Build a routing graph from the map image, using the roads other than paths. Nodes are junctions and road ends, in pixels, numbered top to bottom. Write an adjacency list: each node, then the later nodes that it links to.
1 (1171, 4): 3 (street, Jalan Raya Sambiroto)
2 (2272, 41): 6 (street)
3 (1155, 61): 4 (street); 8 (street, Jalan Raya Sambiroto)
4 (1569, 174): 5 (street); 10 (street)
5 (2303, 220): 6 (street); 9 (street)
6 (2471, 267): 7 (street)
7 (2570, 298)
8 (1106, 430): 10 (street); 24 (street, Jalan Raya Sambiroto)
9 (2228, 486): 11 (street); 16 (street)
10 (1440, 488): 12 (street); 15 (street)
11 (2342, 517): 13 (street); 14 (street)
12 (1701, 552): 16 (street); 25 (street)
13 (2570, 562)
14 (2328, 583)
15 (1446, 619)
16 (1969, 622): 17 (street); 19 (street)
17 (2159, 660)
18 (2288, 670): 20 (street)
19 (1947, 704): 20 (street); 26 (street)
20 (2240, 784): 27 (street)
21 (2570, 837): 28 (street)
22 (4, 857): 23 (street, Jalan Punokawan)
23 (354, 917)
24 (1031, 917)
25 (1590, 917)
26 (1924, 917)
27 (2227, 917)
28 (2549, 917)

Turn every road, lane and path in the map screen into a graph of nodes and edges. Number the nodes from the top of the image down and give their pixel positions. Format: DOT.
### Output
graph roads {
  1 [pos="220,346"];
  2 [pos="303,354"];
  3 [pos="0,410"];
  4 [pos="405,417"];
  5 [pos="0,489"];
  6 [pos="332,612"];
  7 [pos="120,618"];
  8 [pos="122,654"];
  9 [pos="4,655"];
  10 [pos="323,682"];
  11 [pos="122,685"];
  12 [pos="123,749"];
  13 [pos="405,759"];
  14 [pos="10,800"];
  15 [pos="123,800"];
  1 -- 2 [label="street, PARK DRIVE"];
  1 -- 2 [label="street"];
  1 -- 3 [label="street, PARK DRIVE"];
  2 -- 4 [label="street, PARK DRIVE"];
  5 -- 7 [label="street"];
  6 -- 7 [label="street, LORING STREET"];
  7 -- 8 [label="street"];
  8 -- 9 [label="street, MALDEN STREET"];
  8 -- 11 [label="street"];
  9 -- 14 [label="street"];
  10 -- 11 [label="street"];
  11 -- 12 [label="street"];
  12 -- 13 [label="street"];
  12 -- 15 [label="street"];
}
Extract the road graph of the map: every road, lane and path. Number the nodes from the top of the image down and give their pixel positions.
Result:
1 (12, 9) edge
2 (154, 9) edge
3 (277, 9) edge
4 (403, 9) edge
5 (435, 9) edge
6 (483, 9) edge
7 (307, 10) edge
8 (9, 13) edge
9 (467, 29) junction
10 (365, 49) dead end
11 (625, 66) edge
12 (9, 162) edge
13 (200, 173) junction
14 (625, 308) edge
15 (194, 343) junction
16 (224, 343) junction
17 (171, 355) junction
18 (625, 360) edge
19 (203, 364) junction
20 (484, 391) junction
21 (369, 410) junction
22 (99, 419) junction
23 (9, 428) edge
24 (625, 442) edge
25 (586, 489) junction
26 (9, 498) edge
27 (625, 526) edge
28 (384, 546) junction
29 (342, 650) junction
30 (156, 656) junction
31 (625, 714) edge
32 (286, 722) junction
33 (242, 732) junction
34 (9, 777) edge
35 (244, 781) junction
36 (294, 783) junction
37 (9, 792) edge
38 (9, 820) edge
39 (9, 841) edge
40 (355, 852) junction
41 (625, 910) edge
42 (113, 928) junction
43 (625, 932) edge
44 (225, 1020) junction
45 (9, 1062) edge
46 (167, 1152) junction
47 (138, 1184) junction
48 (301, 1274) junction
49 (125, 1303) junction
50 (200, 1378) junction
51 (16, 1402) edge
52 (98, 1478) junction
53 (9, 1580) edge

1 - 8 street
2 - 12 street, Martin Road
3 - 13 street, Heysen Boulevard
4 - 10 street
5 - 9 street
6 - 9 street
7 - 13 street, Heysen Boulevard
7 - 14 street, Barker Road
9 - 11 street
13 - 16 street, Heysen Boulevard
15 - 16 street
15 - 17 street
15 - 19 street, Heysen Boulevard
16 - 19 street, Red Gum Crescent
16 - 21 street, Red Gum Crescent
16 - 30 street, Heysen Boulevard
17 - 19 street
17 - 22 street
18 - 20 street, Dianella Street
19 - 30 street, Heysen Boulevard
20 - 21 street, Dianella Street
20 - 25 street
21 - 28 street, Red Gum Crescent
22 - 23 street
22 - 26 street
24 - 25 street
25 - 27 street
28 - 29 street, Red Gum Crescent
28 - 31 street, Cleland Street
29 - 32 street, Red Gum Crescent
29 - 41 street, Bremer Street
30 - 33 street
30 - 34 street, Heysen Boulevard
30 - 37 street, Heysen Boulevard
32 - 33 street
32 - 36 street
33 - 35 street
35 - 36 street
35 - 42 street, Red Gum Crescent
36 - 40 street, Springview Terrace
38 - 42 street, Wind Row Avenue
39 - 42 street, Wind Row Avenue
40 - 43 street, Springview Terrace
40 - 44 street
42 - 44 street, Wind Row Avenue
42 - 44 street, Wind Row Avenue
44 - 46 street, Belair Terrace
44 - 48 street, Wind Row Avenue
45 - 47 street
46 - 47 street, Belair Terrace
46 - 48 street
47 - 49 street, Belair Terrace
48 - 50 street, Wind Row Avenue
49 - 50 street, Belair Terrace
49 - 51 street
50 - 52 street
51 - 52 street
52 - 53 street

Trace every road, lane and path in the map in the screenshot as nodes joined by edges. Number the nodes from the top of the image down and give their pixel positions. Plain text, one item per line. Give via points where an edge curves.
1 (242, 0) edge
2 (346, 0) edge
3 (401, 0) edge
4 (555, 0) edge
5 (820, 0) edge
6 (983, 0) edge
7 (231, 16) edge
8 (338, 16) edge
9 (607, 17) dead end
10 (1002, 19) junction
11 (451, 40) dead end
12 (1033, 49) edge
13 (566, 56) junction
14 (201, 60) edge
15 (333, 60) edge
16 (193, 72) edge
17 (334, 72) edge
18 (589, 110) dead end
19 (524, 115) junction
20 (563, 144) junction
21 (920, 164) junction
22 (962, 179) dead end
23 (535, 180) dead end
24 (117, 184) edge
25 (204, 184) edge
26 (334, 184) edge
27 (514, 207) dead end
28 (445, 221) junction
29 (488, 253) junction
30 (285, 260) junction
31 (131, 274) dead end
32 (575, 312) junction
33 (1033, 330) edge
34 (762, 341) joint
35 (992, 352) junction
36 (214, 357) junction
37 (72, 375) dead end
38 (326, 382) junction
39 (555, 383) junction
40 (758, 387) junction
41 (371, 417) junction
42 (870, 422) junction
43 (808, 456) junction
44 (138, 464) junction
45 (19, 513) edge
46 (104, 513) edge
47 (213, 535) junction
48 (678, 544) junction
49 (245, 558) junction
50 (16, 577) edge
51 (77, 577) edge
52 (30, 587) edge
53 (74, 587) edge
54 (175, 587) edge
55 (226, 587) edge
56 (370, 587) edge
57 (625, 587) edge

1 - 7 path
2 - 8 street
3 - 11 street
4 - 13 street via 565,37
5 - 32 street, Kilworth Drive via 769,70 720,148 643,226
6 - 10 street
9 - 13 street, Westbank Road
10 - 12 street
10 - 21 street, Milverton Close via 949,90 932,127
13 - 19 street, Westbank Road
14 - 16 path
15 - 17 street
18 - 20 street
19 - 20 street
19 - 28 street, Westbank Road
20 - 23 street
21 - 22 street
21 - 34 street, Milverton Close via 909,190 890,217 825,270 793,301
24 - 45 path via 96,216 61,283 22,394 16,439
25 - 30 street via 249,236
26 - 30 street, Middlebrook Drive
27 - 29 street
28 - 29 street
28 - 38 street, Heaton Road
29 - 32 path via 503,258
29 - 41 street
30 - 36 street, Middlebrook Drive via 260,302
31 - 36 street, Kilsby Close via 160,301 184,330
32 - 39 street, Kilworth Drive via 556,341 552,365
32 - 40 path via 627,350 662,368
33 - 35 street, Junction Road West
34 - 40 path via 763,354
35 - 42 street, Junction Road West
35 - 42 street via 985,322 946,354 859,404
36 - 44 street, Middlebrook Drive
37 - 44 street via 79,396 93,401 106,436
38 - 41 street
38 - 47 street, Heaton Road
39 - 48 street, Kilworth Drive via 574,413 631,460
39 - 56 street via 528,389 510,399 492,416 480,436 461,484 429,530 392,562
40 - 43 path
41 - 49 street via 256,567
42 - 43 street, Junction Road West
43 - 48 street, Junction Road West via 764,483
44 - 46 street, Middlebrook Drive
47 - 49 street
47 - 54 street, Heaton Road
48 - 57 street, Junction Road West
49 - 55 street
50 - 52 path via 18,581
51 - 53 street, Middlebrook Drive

---

== WHAT IS NEEDED ==
Wherever the string "Jalan" occurs in the records above, copy that line.

== SOLUTION TO THE EXERCISE ==
1 (1171, 4): 3 (street, Jalan Raya Sambiroto)
3 (1155, 61): 4 (street); 8 (street, Jalan Raya Sambiroto)
8 (1106, 430): 10 (street); 24 (street, Jalan Raya Sambiroto)
22 (4, 857): 23 (street, Jalan Punokawan)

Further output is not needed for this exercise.